Thanks to major IT companies putting a lot of time and effort into it (not to mention changing their company names), virtual reality is rarely out of the news at the moment. So it's timely that David Chalmers should attempt an exploration of the nature of virtual reality. What he sets out to persuade us is that 'virtual reality is genuine reality'. That virtual worlds don't have to be illusory, the objects within virtual worlds are real, life can be good and meaningful in a virtual world and that the simulation hypothesis - the idea that what we usually think of as reality could itself be virtual, while not provable could be true.

I became a little wary early on as Chalmers is clearly a virtual reality enthusiast: he tells us he has 'numerous virtual reality systems' in his study. This is not normal. You might think from all the hype that everyone except you is an inhabitant of virtual worlds, but it's still a pretty small minority - around the 1 per cent mark in the UK - and there highly focussed on young gamers. Until the whole business is far less cumbersome and more high quality, I can't see it becoming mass market. (Remember when everyone was supposed to be watching 3D TV within a few years. That went well.)

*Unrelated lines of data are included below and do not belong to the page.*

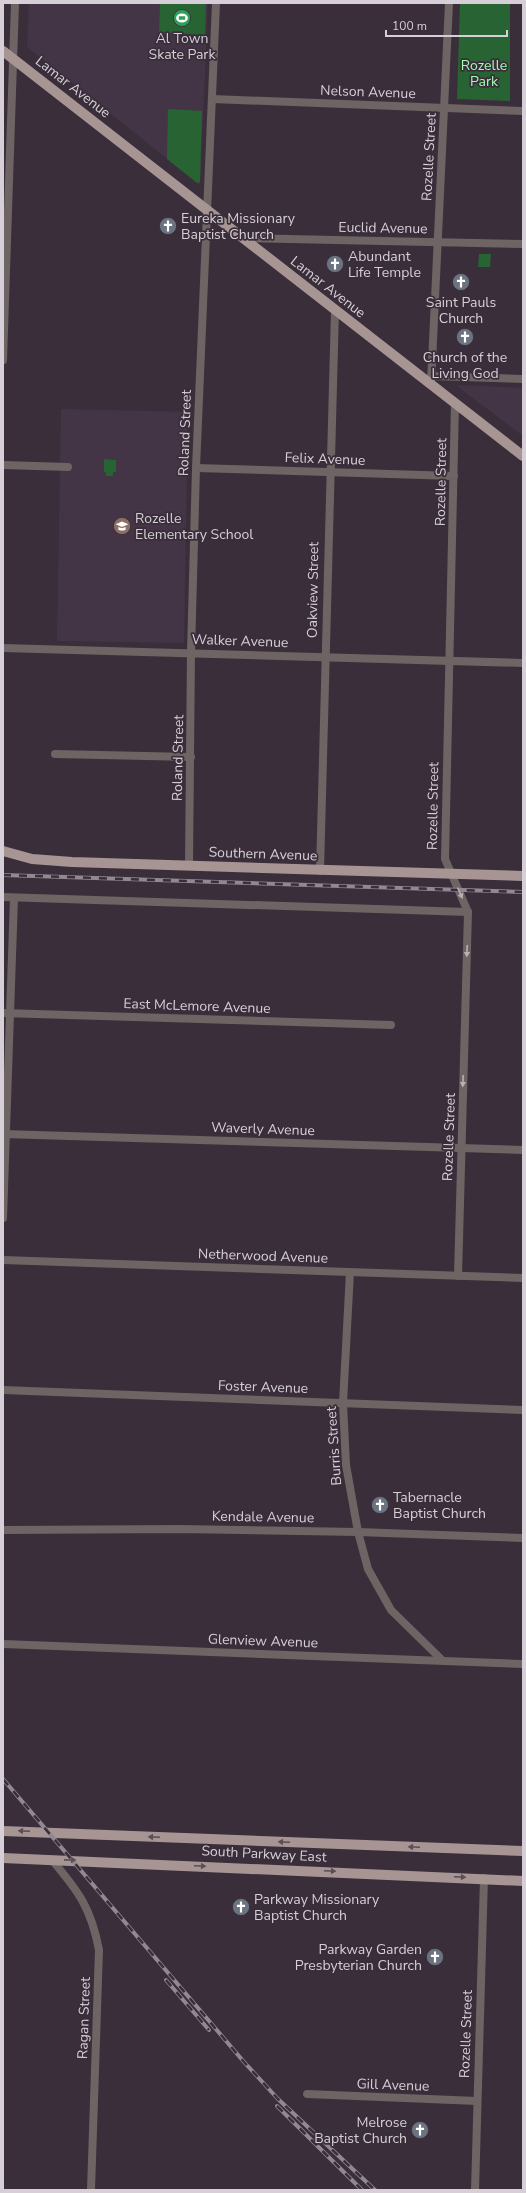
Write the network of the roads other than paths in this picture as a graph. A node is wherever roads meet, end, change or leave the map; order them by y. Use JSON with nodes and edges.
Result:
{"nodes":[{"id":1,"x":15,"y":3,"type":"edge"},
{"id":2,"x":216,"y":3,"type":"edge"},
{"id":3,"x":449,"y":3,"type":"edge"},
{"id":4,"x":3,"y":51,"type":"edge"},
{"id":5,"x":14,"y":59,"type":"junction"},
{"id":6,"x":212,"y":99,"type":"junction"},
{"id":7,"x":444,"y":107,"type":"junction"},
{"id":8,"x":523,"y":111,"type":"edge"},
{"id":9,"x":206,"y":209,"type":"junction"},
{"id":10,"x":242,"y":238,"type":"junction"},
{"id":11,"x":438,"y":242,"type":"junction"},
{"id":12,"x":523,"y":244,"type":"edge"},
{"id":13,"x":335,"y":310,"type":"junction"},
{"id":14,"x":3,"y":360,"type":"edge"},
{"id":15,"x":431,"y":379,"type":"junction"},
{"id":16,"x":523,"y":379,"type":"edge"},
{"id":17,"x":455,"y":403,"type":"junction"},
{"id":18,"x":523,"y":456,"type":"edge"},
{"id":19,"x":3,"y":465,"type":"edge"},
{"id":20,"x":68,"y":467,"type":"dead end"},
{"id":21,"x":196,"y":468,"type":"junction"},
{"id":22,"x":329,"y":472,"type":"junction"},
{"id":23,"x":454,"y":476,"type":"junction"},
{"id":24,"x":3,"y":648,"type":"edge"},
{"id":25,"x":191,"y":652,"type":"junction"},
{"id":26,"x":324,"y":658,"type":"junction"},
{"id":27,"x":450,"y":661,"type":"junction"},
{"id":28,"x":523,"y":663,"type":"edge"},
{"id":29,"x":55,"y":754,"type":"dead end"},
{"id":30,"x":191,"y":757,"type":"junction"},
{"id":31,"x":3,"y":851,"type":"edge"},
{"id":32,"x":189,"y":865,"type":"junction"},
{"id":33,"x":320,"y":871,"type":"junction"},
{"id":34,"x":452,"y":874,"type":"junction"},
{"id":35,"x":523,"y":876,"type":"edge"},
{"id":36,"x":3,"y":898,"type":"edge"},
{"id":37,"x":14,"y":898,"type":"junction"},
{"id":38,"x":468,"y":912,"type":"junction"},
{"id":39,"x":7,"y":1013,"type":"edge"},
{"id":40,"x":391,"y":1025,"type":"dead end"},
{"id":41,"x":4,"y":1134,"type":"edge"},
{"id":42,"x":462,"y":1148,"type":"junction"},
{"id":43,"x":523,"y":1150,"type":"edge"},
{"id":44,"x":3,"y":1218,"type":"edge"},
{"id":45,"x":3,"y":1260,"type":"edge"},
{"id":46,"x":350,"y":1272,"type":"junction"},
{"id":47,"x":458,"y":1276,"type":"junction"},
{"id":48,"x":523,"y":1278,"type":"edge"},
{"id":49,"x":3,"y":1390,"type":"edge"},
{"id":50,"x":343,"y":1404,"type":"junction"},
{"id":51,"x":523,"y":1410,"type":"edge"},
{"id":52,"x":3,"y":1530,"type":"edge"},
{"id":53,"x":358,"y":1532,"type":"junction"},
{"id":54,"x":523,"y":1538,"type":"edge"},
{"id":55,"x":3,"y":1644,"type":"edge"},
{"id":56,"x":442,"y":1660,"type":"junction"},
{"id":57,"x":523,"y":1664,"type":"edge"},
{"id":58,"x":3,"y":1830,"type":"edge"},
{"id":59,"x":523,"y":1851,"type":"edge"},
{"id":60,"x":3,"y":1858,"type":"edge"},
{"id":61,"x":52,"y":1860,"type":"junction"},
{"id":62,"x":484,"y":1878,"type":"junction"},
{"id":63,"x":523,"y":1880,"type":"edge"},
{"id":64,"x":306,"y":2094,"type":"dead end"},
{"id":65,"x":477,"y":2101,"type":"junction"},
{"id":66,"x":91,"y":2190,"type":"edge"},
{"id":67,"x":475,"y":2190,"type":"edge"}],
"edges":[{"from":1,"to":5,"type":"street"},
{"from":2,"to":6,"type":"street","name":"Roland Street"},
{"from":3,"to":7,"type":"street","name":"Rozelle Street"},
{"from":4,"to":5,"type":"main road","name":"Lamar Avenue"},
{"from":5,"to":9,"type":"main road","name":"Lamar Avenue"},
{"from":5,"to":14,"type":"street"},
{"from":6,"to":7,"type":"street","name":"Nelson Avenue"},
{"from":6,"to":9,"type":"street","name":"Roland Street"},
{"from":7,"to":8,"type":"street","name":"Nelson Avenue"},
{"from":7,"to":11,"type":"street","name":"Rozelle Street"},
{"from":9,"to":10,"type":"main road","name":"Lamar Avenue"},
{"from":9,"to":21,"type":"street","name":"Roland Street"},
{"from":10,"to":11,"type":"street","name":"Euclid Avenue"},
{"from":10,"to":13,"type":"main road","name":"Lamar Avenue"},
{"from":11,"to":12,"type":"street","name":"Euclid Avenue"},
{"from":11,"to":15,"type":"street","name":"Rozelle Street"},
{"from":13,"to":15,"type":"main road","name":"Lamar Avenue"},
{"from":13,"to":22,"type":"street","name":"Oakview Street"},
{"from":15,"to":16,"type":"street"},
{"from":15,"to":17,"type":"main road","name":"Lamar Avenue"},
{"from":17,"to":18,"type":"main road","name":"Lamar Avenue"},
{"from":17,"to":23,"type":"street","name":"Rozelle Street"},
{"from":19,"to":20,"type":"street"},
{"from":21,"to":22,"type":"street","name":"Felix Avenue"},
{"from":21,"to":25,"type":"street","name":"Roland Street"},
{"from":22,"to":23,"type":"street","name":"Felix Avenue"},
{"from":22,"to":26,"type":"street","name":"Oakview Street"},
{"from":23,"to":27,"type":"street","name":"Rozelle Street"},
{"from":24,"to":25,"type":"street","name":"Walker Avenue"},
{"from":25,"to":26,"type":"street","name":"Walker Avenue"},
{"from":25,"to":30,"type":"street","name":"Roland Street"},
{"from":26,"to":27,"type":"street","name":"Walker Avenue"},
{"from":26,"to":33,"type":"street","name":"Oakview Street"},
{"from":27,"to":28,"type":"street","name":"Walker Avenue"},
{"from":27,"to":34,"type":"street","name":"Rozelle Street"},
{"from":29,"to":30,"type":"street"},
{"from":30,"to":32,"type":"street","name":"Roland Street"},
{"from":31,"to":32,"type":"main road","name":"Southern Avenue"},
{"from":32,"to":33,"type":"main road","name":"Southern Avenue"},
{"from":33,"to":34,"type":"main road","name":"Southern Avenue"},
{"from":34,"to":35,"type":"main road","name":"Southern Avenue"},
{"from":34,"to":38,"type":"street","name":"Rozelle Street","one_way":true},
{"from":36,"to":37,"type":"street"},
{"from":37,"to":38,"type":"street"},
{"from":37,"to":39,"type":"street"},
{"from":38,"to":42,"type":"street","name":"Rozelle Street","one_way":true},
{"from":39,"to":40,"type":"street","name":"East McLemore Avenue"},
{"from":39,"to":41,"type":"street"},
{"from":41,"to":42,"type":"street","name":"Waverly Avenue"},
{"from":41,"to":44,"type":"street"},
{"from":42,"to":43,"type":"street","name":"Waverly Avenue"},
{"from":42,"to":47,"type":"street","name":"Rozelle Street"},
{"from":45,"to":46,"type":"street","name":"Netherwood Avenue"},
{"from":46,"to":47,"type":"street","name":"Netherwood Avenue"},
{"from":46,"to":50,"type":"street","name":"Burris Street"},
{"from":47,"to":48,"type":"street","name":"Netherwood Avenue"},
{"from":49,"to":50,"type":"street","name":"Foster Avenue"},
{"from":50,"to":51,"type":"street","name":"Foster Avenue"},
{"from":50,"to":53,"type":"street","name":"Burris Street"},
{"from":52,"to":53,"type":"street","name":"Kendale Avenue"},
{"from":53,"to":54,"type":"street","name":"Kendale Avenue"},
{"from":53,"to":56,"type":"street","name":"Burris Street"},
{"from":55,"to":56,"type":"street","name":"Glenview Avenue"},
{"from":56,"to":57,"type":"street","name":"Glenview Avenue"},
{"from":59,"to":58,"type":"main road","name":"South Parkway East","one_way":true},
{"from":60,"to":61,"type":"main road","name":"South Parkway East"},
{"from":61,"to":62,"type":"main road","name":"South Parkway East","one_way":true},
{"from":61,"to":66,"type":"street","name":"Ragan Street"},
{"from":62,"to":63,"type":"main road","name":"South Parkway East"},
{"from":62,"to":65,"type":"street","name":"Rozelle Street"},
{"from":64,"to":65,"type":"street","name":"Gill Avenue"},
{"from":65,"to":67,"type":"street","name":"Rozelle Street"}]}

However, while I don't agree with Chalmers on the idea that VR will soon be ubiquitous, I was still interested to see his arguments. Unfortunately, they turned out to be classic waffly philosophical ones. There was never any convincing evidence, for example, that VR was in any sense real - in the sense, for example, that without necessarily being able to vocalise it, we know what reality is and it should not be capable of being switched off. In a sense this issue reflects the nature of philosophy. I can define an object in a way that requires it to be made of atoms: quite clearly then it is not true that objects in virtual reality are real. That doesn't make me right - but equally it can't be countered.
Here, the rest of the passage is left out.